Direct Investment vs. Regional Center Investment
The Immigrant Investor Program—also known as EB-5—is a visa program under which lawful permanent resident (LPR) status is granted to a foreign individual who invests a certain amount of capital in a new commercial enterprise. Investments may be made in either of two ways: 1) individually (direct), or 2) through a government-approved regional center.
Direct Investment Basics
In the direct method, the foreign individual invests directly in the enterprise rather than through an intermediary. The minimum investment amount is $1 million, unless the enterprise is located in a targeted employment area (TEA), in which case the investment minimum is $500,000. A major distinguishing characteristic of the direct method is that, in filing the visa petition, investors must prove that their investment will directly (rather than indirectly) create full-time jobs for at least ten qualifying employees within two years of the visa petition’s approval. Direct jobs are those that are actual and identifiable (W-2 employees), and located within the investment-receiving enterprise. In addition to satisfying this job-creation requirement, direct investors must also meet several other legal requirements governing all (not only direct) EB-5 investors including, among others, the establishment of a “new commercial enterprise,” investor engagement in enterprise management, and if applicable, the enterprise’s location in a TEA.
Regional Center Basics
In the regional center method, the foreign individual invests in an enterprise through a government-approved regional center. The minimum investment amount is $1 million, or $500,000 if the regional center is located in a TEA. Most, but not all, regional centers are located in TEAs. Unlike a direct investor, a regional center investor can satisfy the job-creation requirement by creating direct or indirect full-time jobs for at least ten employees within two years of the visa petition’s approval. Indirect jobs are those created collaterally as a result of a regional center’s dispersal of investments to affiliated new commercial enterprises. Moreover, because a regional center is pre-approved by the government to promote economic growth, regional center investors generally will not have to conduct independent investigation and analysis to prove in the visa petition that the job-creation requirement has been met, that a new commercial enterprise has been established, or that the investor will engage in the management of the enterprise. Because most regional centers are also pre-approved by the government as being located in TEAs, the investor’s evidentiary burden is often further lightened if the reduced investment amount of $500,000 is desired.

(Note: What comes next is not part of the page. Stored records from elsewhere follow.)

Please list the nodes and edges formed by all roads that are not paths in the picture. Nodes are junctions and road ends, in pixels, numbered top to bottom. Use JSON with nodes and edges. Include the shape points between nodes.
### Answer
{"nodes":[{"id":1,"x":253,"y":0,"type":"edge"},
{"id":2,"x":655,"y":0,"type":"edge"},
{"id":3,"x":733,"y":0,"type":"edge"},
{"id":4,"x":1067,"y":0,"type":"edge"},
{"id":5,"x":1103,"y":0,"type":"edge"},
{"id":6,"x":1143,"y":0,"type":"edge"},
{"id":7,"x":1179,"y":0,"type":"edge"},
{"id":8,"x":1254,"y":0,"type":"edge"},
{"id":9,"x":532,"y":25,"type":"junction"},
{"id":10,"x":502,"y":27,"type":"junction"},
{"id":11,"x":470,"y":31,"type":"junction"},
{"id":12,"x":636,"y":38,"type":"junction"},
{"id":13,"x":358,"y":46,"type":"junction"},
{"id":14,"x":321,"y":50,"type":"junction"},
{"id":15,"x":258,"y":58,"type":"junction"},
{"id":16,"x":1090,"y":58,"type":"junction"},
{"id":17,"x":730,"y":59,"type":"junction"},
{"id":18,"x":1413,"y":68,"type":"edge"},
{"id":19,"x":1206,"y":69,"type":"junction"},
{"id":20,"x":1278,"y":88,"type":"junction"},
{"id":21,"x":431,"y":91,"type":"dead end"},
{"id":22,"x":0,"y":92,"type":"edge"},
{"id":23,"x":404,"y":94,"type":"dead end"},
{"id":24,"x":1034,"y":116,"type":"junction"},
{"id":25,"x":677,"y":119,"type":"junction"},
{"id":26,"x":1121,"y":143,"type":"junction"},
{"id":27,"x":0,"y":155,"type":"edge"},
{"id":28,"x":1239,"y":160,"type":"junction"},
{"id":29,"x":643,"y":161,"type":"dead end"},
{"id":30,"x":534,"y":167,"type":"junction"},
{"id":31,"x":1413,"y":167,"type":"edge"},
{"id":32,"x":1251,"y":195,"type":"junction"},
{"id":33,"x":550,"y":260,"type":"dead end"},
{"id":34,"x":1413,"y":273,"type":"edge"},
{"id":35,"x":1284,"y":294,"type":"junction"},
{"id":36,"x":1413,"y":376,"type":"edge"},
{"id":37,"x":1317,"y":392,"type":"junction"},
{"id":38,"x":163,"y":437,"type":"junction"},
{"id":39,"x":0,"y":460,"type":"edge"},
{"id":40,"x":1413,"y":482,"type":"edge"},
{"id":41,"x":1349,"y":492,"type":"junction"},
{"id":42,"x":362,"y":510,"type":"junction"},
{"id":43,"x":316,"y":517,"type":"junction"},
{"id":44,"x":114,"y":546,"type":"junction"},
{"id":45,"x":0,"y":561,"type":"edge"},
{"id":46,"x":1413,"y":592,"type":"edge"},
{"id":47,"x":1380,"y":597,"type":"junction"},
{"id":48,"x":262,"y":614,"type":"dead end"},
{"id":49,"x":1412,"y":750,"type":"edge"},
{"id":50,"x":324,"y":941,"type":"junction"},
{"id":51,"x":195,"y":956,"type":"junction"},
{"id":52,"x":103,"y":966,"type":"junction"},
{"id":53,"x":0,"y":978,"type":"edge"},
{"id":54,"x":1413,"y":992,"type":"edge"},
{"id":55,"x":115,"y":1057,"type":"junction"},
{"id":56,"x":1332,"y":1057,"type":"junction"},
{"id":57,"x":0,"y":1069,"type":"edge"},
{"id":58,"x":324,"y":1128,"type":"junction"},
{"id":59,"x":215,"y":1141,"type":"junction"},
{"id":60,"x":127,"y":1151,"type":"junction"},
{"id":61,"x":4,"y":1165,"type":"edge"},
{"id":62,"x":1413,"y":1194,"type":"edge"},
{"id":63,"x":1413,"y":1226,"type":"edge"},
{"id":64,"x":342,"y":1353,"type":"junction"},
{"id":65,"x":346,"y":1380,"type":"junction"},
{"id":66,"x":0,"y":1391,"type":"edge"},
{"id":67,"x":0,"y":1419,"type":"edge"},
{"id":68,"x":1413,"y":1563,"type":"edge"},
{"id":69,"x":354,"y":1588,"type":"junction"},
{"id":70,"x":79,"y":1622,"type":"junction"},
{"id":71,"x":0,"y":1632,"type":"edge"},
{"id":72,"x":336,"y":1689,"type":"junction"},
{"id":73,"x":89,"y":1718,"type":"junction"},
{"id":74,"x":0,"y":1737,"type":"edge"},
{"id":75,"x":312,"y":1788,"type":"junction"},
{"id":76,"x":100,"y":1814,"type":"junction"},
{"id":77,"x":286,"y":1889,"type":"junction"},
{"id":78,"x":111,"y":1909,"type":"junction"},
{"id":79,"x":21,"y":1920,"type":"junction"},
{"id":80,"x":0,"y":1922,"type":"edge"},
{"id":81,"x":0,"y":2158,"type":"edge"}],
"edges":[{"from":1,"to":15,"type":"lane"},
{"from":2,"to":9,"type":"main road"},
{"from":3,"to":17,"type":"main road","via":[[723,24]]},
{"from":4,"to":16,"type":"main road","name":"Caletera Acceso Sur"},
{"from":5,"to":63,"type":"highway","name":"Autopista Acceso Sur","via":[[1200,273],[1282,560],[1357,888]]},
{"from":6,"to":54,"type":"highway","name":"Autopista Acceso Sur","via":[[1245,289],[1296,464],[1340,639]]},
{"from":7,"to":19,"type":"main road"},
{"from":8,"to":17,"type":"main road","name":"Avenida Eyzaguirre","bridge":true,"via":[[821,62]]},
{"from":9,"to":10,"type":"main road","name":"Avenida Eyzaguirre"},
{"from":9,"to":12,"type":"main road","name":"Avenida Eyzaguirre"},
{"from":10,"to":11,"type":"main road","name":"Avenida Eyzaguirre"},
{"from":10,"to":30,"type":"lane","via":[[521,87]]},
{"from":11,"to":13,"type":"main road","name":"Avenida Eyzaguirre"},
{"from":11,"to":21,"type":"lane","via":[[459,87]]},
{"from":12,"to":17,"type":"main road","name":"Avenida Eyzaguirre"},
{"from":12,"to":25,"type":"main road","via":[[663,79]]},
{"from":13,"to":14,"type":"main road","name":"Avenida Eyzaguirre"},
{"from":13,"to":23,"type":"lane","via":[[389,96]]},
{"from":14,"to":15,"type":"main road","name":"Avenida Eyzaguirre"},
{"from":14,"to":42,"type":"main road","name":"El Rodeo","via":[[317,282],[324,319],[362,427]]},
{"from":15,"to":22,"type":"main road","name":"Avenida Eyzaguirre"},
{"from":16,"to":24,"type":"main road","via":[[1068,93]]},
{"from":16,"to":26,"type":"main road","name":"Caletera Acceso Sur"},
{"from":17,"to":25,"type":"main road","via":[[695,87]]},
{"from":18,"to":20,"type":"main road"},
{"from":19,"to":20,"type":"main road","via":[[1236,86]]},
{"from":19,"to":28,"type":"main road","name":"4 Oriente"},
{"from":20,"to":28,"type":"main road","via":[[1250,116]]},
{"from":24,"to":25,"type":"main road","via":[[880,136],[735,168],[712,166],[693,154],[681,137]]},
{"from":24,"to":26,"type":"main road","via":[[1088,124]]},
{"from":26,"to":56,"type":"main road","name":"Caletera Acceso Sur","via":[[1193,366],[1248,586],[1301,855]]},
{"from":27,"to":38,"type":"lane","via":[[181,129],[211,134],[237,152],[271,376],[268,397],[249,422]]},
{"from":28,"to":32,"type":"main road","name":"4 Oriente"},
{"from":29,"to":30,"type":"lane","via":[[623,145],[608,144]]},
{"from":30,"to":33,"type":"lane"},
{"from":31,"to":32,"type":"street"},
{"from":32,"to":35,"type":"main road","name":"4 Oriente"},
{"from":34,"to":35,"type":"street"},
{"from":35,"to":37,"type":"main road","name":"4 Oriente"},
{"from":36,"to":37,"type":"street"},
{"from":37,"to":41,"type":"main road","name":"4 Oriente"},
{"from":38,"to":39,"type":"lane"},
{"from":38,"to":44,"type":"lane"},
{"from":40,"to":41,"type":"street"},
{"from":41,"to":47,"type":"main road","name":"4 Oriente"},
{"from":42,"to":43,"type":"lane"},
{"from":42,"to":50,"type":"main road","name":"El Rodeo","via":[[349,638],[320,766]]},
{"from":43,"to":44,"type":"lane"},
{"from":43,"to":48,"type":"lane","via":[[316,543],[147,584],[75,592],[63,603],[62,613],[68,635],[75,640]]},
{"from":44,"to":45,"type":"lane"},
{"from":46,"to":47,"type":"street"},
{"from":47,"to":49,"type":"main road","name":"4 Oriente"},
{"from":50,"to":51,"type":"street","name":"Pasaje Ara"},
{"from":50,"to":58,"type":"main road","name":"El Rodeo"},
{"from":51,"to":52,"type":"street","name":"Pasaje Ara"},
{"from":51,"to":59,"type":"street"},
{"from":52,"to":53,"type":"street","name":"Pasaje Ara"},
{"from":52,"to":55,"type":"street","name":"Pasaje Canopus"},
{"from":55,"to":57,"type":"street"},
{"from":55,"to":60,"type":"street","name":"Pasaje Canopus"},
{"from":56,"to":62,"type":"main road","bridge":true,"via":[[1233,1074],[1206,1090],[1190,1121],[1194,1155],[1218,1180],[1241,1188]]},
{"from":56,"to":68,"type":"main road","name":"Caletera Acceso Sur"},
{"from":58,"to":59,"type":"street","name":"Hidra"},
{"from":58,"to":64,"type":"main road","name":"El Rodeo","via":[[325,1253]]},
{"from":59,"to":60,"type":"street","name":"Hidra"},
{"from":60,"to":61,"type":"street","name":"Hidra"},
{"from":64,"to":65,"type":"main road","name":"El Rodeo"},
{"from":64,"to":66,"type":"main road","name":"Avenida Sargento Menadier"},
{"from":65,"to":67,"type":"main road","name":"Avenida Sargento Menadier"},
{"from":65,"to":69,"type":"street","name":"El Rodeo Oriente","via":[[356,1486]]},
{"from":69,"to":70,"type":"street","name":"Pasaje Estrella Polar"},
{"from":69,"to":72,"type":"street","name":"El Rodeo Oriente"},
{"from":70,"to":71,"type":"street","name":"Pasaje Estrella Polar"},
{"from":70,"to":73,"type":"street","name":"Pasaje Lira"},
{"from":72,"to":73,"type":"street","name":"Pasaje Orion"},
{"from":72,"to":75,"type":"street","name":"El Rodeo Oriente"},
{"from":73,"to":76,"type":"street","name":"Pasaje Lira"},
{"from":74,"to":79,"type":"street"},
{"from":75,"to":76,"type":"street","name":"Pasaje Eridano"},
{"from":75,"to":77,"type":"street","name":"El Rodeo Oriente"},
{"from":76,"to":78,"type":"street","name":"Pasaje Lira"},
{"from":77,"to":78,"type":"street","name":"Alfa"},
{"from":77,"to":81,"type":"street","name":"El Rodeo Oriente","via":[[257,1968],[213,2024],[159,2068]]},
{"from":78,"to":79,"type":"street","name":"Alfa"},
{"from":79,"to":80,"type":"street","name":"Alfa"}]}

Choosing an Investment Method
While the regional center method may be less burdensome in many respects, it may not appeal to every EB-5 investor. If individuals want to start their own business or expand a preexisting one, and therefore seek greater control of their investment and company operations, the direct method may be the better option. Indeed, the necessity to obtain permanent residency through direct investment may simply be incidental to a foreign entrepreneur’s primary objective of expanding business operations to the United States. Also, because business ventures will tend to have a higher chance of success in regions with better economic conditions, investors seeking to maximize profits may find more options by investing directly rather than in a regional center, most of which are located in TEAs. Furthermore, greater business control may facilitate easier collection of evidence to prove the satisfaction of legal requirements, thereby assuaging, to some degree, the evidentiary burden of direct investors. Nevertheless, a strong business motivation alone is insufficient to make the direct method a good option, as other factors must be considered. Most importantly, the investor must consider the feasibility of creating actual, identifiable full-time jobs within the enterprise for at least ten qualifying employees.
At the other end, the indirectness of the regional center method may appeal to investors who are less business-driven. Regional center investors can take advantage of established, government-approved economic units rather than expending time and energy to build their own enterprise. Moreover, in addition to carrying a lighter evidentiary burden, regional center investors who obtain permanent residency will also have more geographic mobility both within and outside of the United States since they are not tethered to the location of the commercial enterprise as are direct investors who are more directly involved with their investment. However, investing through the intermediary of a regional center does not eliminate the importance of due diligence. Individuals interested in regional center investment will want to consider the qualifications of available regional centers and their affiliated enterprises, including information about government approval, investment experience, success in job creation, financial outlook, and visa petition approval rates.
What All EB-5 Investors Should Keep in Mind
All foreign individuals considering the EB-5 program should consult an immigration attorney to choose the investment method best tailored to their circumstances. They should ask questions about issues including, but not limited to, those discussed in the previous paragraphs so that the relevant features of an individual’s situation can be taken into account when deciding the proper investment method, and the suitability of the EB-5 program in general.